Lo que debía ser una retirada militar ordenada de este país se ha acabado por convertir en una derrota militar, política y humanitaria incalificable. A los ojos del mundo, los Estados Unidos y sus aliados europeos han escenificado una fuga torpe y patética ante el triunfo de unas tropas que representan la versión más pedestre y medieval del fanatismo religioso. El simulacro de régimen político y de administración que se había erigido en Afganistán durante la ocupación se ha deshecho antes de que los ocupantes desalojaran el país, siendo la fuga de su presidente con unos furgones llenos de billetes la demostración de la solidez y los valores morales de lo que se había construido. Un fracaso más a contar entre las intervenciones militares «salvadoras» que Estados Unidos y Europa han practicado por el mundo. Joe Biden culmina así su errática política exterior, afirmando que Estados Unidos no tienen porque combatir en una guerra que los afganos no piensan librar. Excusas de mal pagador. Las imágenes brutales y caóticas del aeropuerto de Kabul le perseguirán siempre. El americano medio no quiere intervenciones exteriores que le reportan soldados muertos, pero, por encima de todo, su orgullo no puede tolerar imágenes de humillación patriótica. Todo ha sido un cálculo político donde el futuro de la población afgana cuenta poco. Encima, ha salido muy mal.

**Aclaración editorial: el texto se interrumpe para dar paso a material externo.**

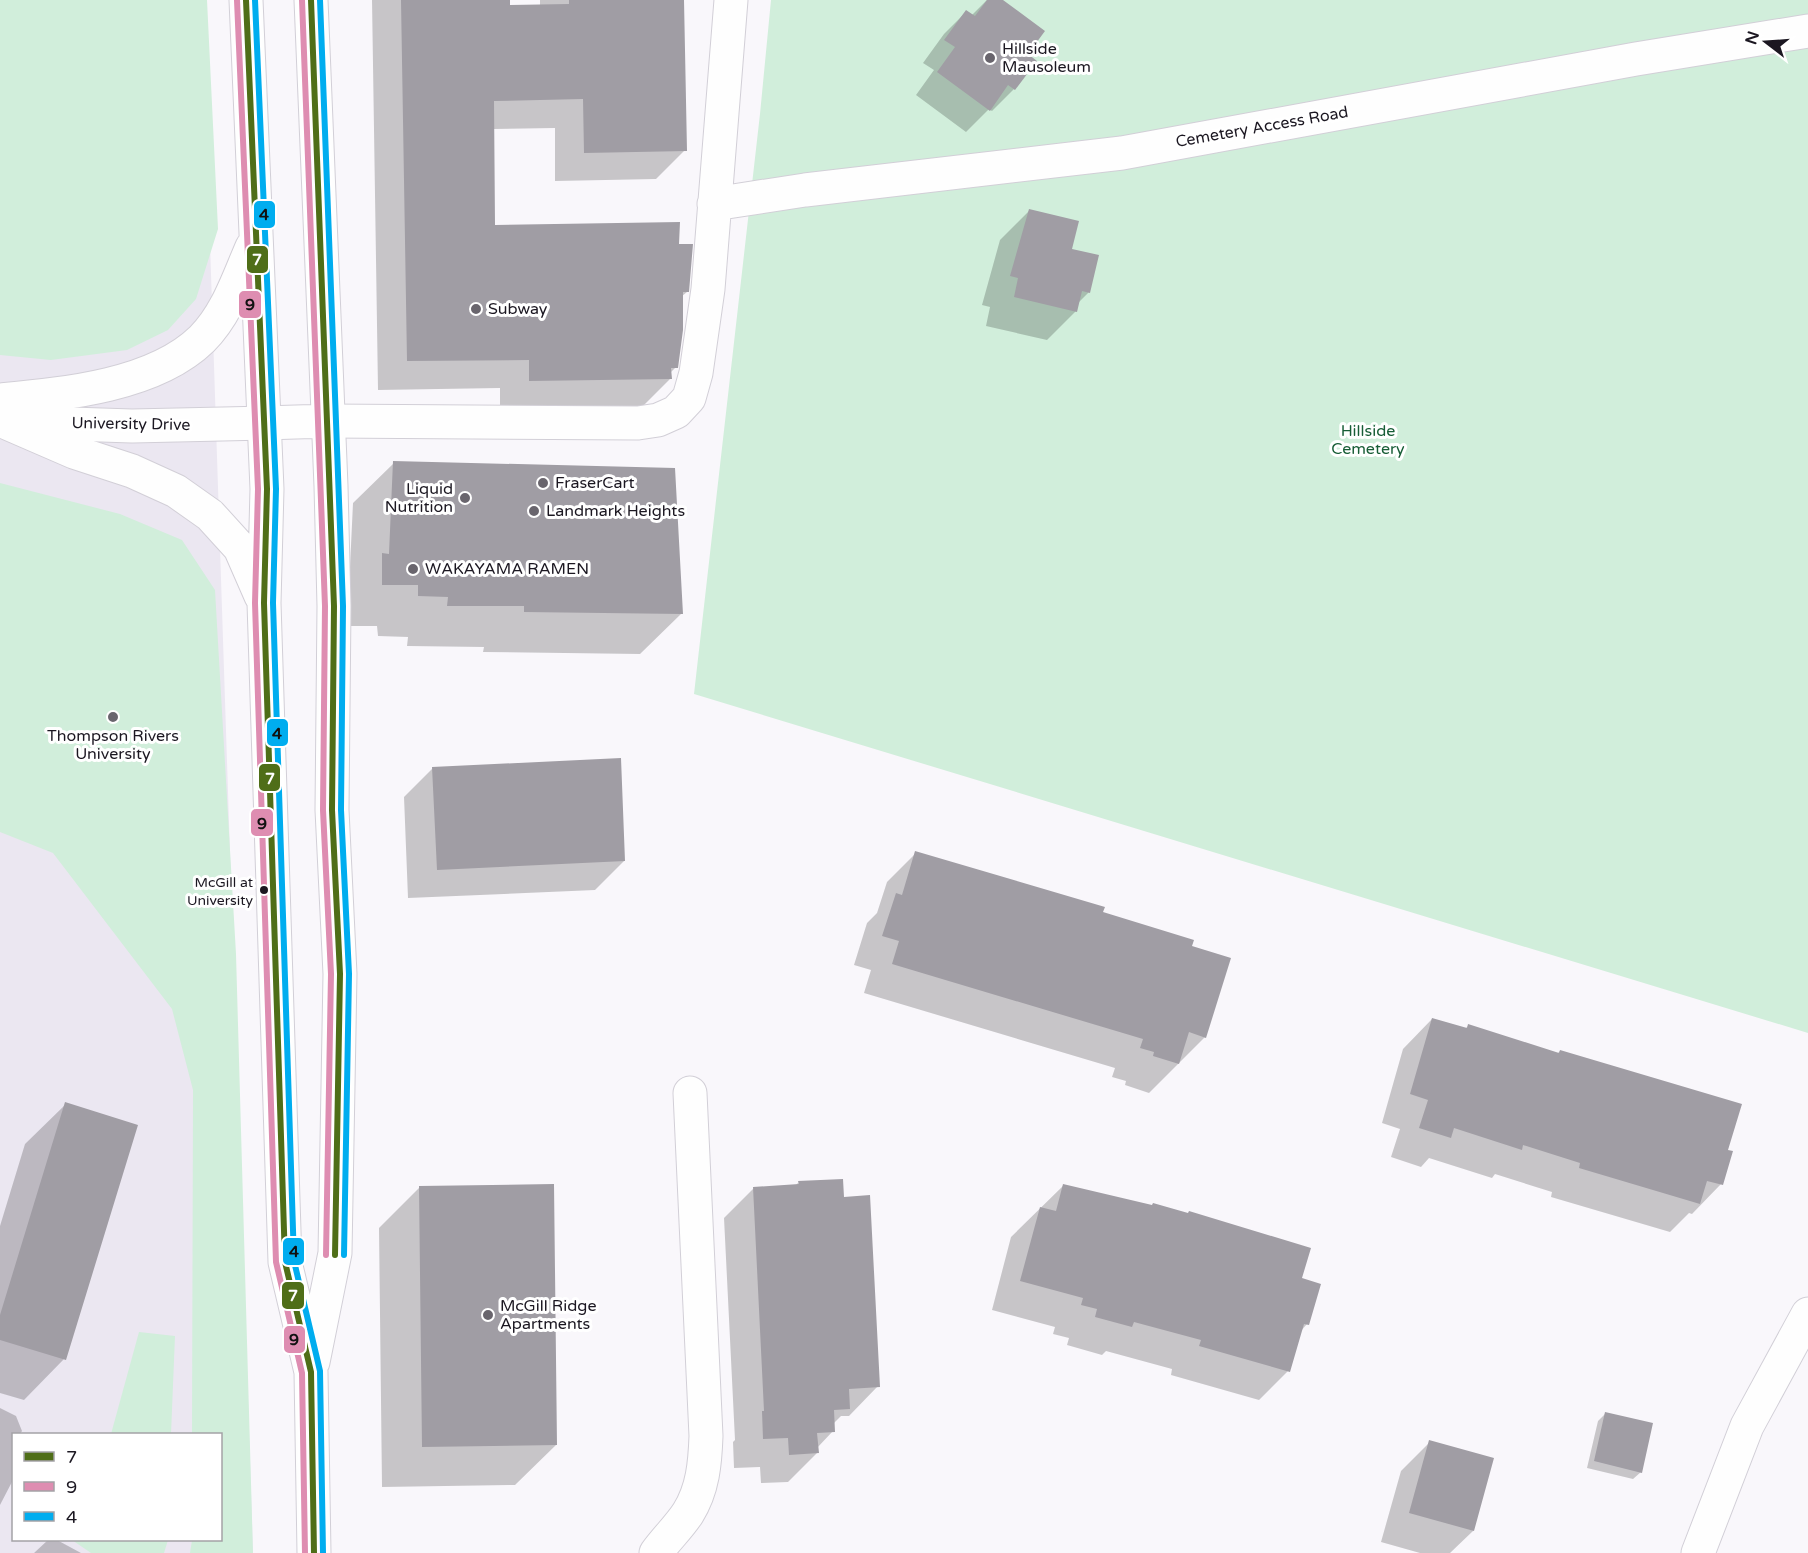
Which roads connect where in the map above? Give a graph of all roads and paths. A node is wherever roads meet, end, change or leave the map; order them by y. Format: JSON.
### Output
{"nodes":[{"id":1,"x":246,"y":0,"type":"edge"},
{"id":2,"x":311,"y":0,"type":"edge"},
{"id":3,"x":731,"y":0,"type":"edge"},
{"id":4,"x":1808,"y":31,"type":"edge"},
{"id":5,"x":714,"y":204,"type":"junction"},
{"id":6,"x":256,"y":237,"type":"junction"},
{"id":7,"x":0,"y":400,"type":"edge"},
{"id":8,"x":0,"y":411,"type":"edge"},
{"id":9,"x":0,"y":420,"type":"edge"},
{"id":10,"x":328,"y":421,"type":"junction"},
{"id":11,"x":264,"y":423,"type":"junction"},
{"id":12,"x":264,"y":603,"type":"junction"},
{"id":13,"x":690,"y":1093,"type":"dead end"},
{"id":14,"x":1808,"y":1314,"type":"edge"},
{"id":15,"x":311,"y":1372,"type":"junction"},
{"id":16,"x":314,"y":1553,"type":"edge"},
{"id":17,"x":656,"y":1553,"type":"edge"},
{"id":18,"x":1698,"y":1553,"type":"edge"}],
"edges":[{"from":1,"to":6,"type":"main road"},
{"from":2,"to":10,"type":"main road"},
{"from":3,"to":5,"type":"main road","name":"University Drive"},
{"from":4,"to":5,"type":"main road","name":"Cemetery Access Road"},
{"from":5,"to":10,"type":"main road","name":"University Drive"},
{"from":6,"to":7,"type":"main road"},
{"from":6,"to":11,"type":"main road"},
{"from":8,"to":11,"type":"main road","name":"University Drive"},
{"from":9,"to":12,"type":"main road"},
{"from":10,"to":11,"type":"main road","name":"University Drive"},
{"from":10,"to":15,"type":"main road"},
{"from":11,"to":12,"type":"main road"},
{"from":12,"to":15,"type":"main road"},
{"from":13,"to":17,"type":"main road"},
{"from":14,"to":18,"type":"main road"},
{"from":15,"to":16,"type":"main road"}]}
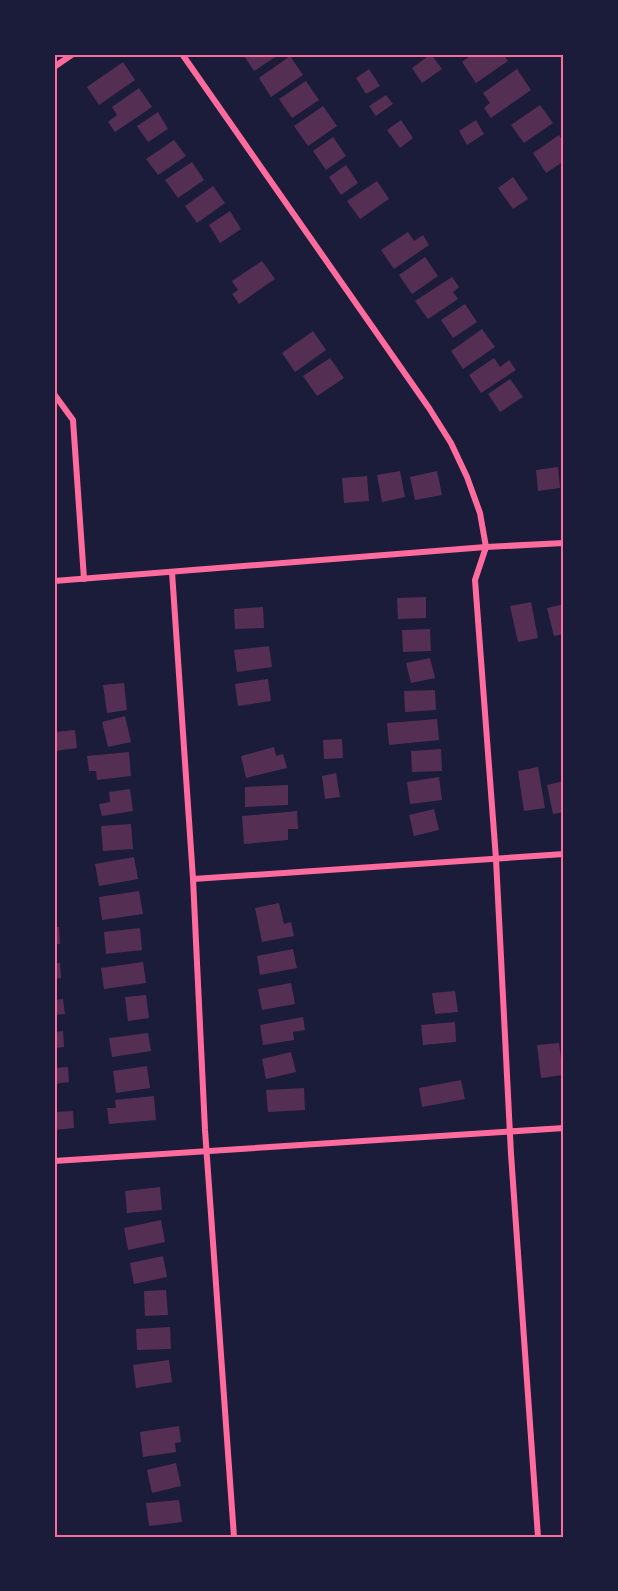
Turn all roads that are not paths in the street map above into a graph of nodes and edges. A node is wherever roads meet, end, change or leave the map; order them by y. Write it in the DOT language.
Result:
graph roads {
  1 [pos="73,54"];
  2 [pos="182,54"];
  3 [pos="54,67"];
  4 [pos="54,394"];
  5 [pos="564,543"];
  6 [pos="486,547"];
  7 [pos="172,572"];
  8 [pos="84,579"];
  9 [pos="54,581"];
  10 [pos="564,854"];
  11 [pos="496,859"];
  12 [pos="193,879"];
  13 [pos="564,1128"];
  14 [pos="510,1131"];
  15 [pos="207,1151"];
  16 [pos="54,1161"];
  17 [pos="234,1537"];
  18 [pos="538,1537"];
  1 -- 3 [label="street"];
  2 -- 6 [label="street"];
  4 -- 8 [label="street"];
  5 -- 6 [label="street"];
  6 -- 7 [label="street"];
  6 -- 11 [label="street"];
  7 -- 8 [label="street"];
  7 -- 12 [label="street"];
  8 -- 9 [label="street"];
  10 -- 11 [label="street"];
  11 -- 12 [label="street"];
  11 -- 14 [label="street"];
  12 -- 15 [label="street"];
  13 -- 14 [label="street"];
  14 -- 15 [label="street"];
  14 -- 18 [label="street"];
  15 -- 16 [label="street"];
  15 -- 17 [label="street"];
}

Y es que el tema de los talibanes no se puede reducir a un problema de los afganos. Su origen fue fomentado e inducido por los Estados Unidos y los aliados europeos en tiempos de Guerra Fría para inestabilizar y combatir el régimen comunista instalado en 1978 y que era sostenido por la URSS. Las partidas guerrilleras de muhaidines, que luego se convertirían en talibanes -literalmente estudiantes de teología-, fueron abundantemente financiadas y armadas por Estados Unidos y los países árabes en sintonía. Osama bin Laden se formó y se fogueó ahí, hasta convertirlo en su base de operaciones contra Occidente. Para la Unión Soviética fue su Vietnam. Desgastada militarmente en una guerra que no podía ganar, abandonó el país en 1989. La guerra civil se prolongó hasta 1996 cuando los talibanes, haciendo gala de una ferocidad inusitada se impusieron y crearon un emirato islámico regido por el fundamentalismo religioso más estricto basado en la sharia, ahogando toda libertad y vestigio de sociedad civil y haciendo recaer la peor opresión imaginable sobre las mujeres. Una demostración de cómo el recurso ocasional e interesado al factor religioso con la excusa de dominar el tablero de la Guerra Fría, había generado un monstruo incontrolable que, además, se giraría contra el mundo occidental dando refugio al terrorismo islamista que tuvo peor expresión en el atentado de septiembre de 2001 en el World Trade Center de Nueva York.

La guerra contra el terrorismo y la pretensión por erradicar las bases de Al Qaeda han llevado a una intervención militar estadounidense que ha durado veinte años, durante los cuales las numerosas acciones de guerra no han conseguido acabar con un islamismo radical muy organizado y bien financiado desde el mundo árabe y que cuenta, cosas de la geopolítica, con una cierta simpatía por parte de Rusia y China. Durante estos años se creó un aparente sistema democrático, el país se liberalizó en sus costumbres y se promovió la creación de un ejército bastante inoperante como para que colapsara antes de que las tropas y personal extranjero salieran. Un país complejo, de etnias diversas donde los pastunes son dominantes, con poderosos estructuras tribales también de tajiks, hazaras o uzbekos. Una orografía extraordinariamente difícil lo convierte en incontrolable y abona la práctica militar de la guerrilla, tal y como ya había comprobado el Imperio británico en la primera mitad del siglo XIX, resignándose entonces a que fuera un estado-tapón que le permitiera mantener protegida joya de la corona que era la India. Ahora, después de haberlos usado, condicionado y de que hubiera emergido una sociedad laica, se les abandona a manos de un ejército de mercenarios unidos bajo la bandera del fanatismo religioso. Liquidación de las libertades, opresión asfixiante y desaparición de cualquier vestigio de estado mínimamente organizado. Una vez más, las principales víctimas de sus obsesiones serán las mujeres, obligadas ya de entrada a desaparecer del espacio público y a renunciar a cualquier tipo de visibilidad. Para los pragmáticos que dominan la política internacional, sólo unos efectos colaterales con los que convivir. Inmensa frustración ante un cinismo y una indignidad que son para llorar.